Patients with cervical and thoracic spinal cord injuries often have paralysis of a major portion of their expiratory muscles — the muscles responsible for coughing — and therefore, lack a normal cough mechanism. Consequently, most of these patients suffer from a markedly reduced ability to clear airway secretions, a factor which contributes to the development of recurrent respiratory tract infections such as pneumonia and bronchitis. Expiratory muscles can be activated by electrical stimulation of the spinal roots to produce a functionally effective cough.
The purpose of this trial is to determine if electrical stimulation of the expiratory muscles is capable of producing an effective cough on demand. According to the trial researchers, if successful, this technique will prevent the need for frequent patient suctioning — which often requires the constant presence of trained personnel. It will also allow spinal cord injured patients to clear their secretions more readily, thereby reducing the incidence of respiratory complications and associated illness and death.

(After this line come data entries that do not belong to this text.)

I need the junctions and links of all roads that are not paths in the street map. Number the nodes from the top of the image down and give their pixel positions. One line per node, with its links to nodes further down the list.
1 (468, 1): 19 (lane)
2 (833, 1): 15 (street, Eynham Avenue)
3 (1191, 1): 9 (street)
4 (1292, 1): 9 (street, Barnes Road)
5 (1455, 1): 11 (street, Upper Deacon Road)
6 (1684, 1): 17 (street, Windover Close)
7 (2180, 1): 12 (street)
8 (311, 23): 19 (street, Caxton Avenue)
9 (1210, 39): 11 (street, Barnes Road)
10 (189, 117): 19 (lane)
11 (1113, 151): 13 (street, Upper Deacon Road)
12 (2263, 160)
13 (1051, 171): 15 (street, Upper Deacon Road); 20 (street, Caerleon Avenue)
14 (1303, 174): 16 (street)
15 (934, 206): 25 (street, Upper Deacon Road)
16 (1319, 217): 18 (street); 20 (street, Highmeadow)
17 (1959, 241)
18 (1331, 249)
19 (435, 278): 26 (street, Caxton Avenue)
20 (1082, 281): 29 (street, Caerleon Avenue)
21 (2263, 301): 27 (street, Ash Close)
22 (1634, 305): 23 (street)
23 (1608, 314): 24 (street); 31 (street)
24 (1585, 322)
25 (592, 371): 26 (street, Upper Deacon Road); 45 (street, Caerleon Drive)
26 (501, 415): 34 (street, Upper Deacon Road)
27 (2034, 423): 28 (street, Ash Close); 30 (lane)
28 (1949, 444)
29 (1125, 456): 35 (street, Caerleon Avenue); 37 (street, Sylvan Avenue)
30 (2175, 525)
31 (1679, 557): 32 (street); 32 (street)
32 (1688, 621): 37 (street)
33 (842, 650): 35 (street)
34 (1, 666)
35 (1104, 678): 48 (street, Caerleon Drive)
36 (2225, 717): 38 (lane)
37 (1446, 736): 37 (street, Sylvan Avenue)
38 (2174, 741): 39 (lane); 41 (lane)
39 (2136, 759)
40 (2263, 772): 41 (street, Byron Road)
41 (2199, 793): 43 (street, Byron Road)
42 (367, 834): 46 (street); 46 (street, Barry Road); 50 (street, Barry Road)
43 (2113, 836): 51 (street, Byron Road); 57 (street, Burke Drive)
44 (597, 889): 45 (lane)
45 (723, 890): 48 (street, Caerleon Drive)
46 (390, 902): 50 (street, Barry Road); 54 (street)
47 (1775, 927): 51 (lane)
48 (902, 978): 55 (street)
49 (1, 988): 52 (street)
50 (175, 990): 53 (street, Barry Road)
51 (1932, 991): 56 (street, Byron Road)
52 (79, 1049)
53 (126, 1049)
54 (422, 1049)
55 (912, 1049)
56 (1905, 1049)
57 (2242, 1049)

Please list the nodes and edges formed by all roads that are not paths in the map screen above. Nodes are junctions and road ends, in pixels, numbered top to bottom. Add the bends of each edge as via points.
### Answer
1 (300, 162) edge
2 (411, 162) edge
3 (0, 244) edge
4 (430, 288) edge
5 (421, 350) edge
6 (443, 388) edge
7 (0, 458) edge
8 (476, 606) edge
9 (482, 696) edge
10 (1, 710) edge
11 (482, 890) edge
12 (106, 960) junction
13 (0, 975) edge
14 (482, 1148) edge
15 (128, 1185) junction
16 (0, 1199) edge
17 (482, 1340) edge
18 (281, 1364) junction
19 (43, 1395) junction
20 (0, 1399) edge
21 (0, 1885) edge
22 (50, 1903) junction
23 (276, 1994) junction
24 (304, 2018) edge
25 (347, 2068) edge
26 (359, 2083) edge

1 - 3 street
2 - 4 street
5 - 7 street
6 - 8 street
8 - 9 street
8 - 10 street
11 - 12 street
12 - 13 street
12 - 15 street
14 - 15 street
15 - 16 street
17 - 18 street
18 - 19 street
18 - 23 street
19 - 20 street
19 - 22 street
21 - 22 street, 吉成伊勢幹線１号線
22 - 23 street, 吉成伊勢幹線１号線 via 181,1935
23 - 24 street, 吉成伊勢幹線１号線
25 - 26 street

In the trial, researchers will study 18 adults (18-70 years old) with spinal injuries (T5 level or higher), at least 12 months following the date of injury. After an evaluation of medical history, a brief physical examination, and initial testing, participants will have small electrodes (metal discs) placed — by a routine surgical procedure — over the surface of their spinal cords on the lower back to stimulate the expiratory muscles and restore cough.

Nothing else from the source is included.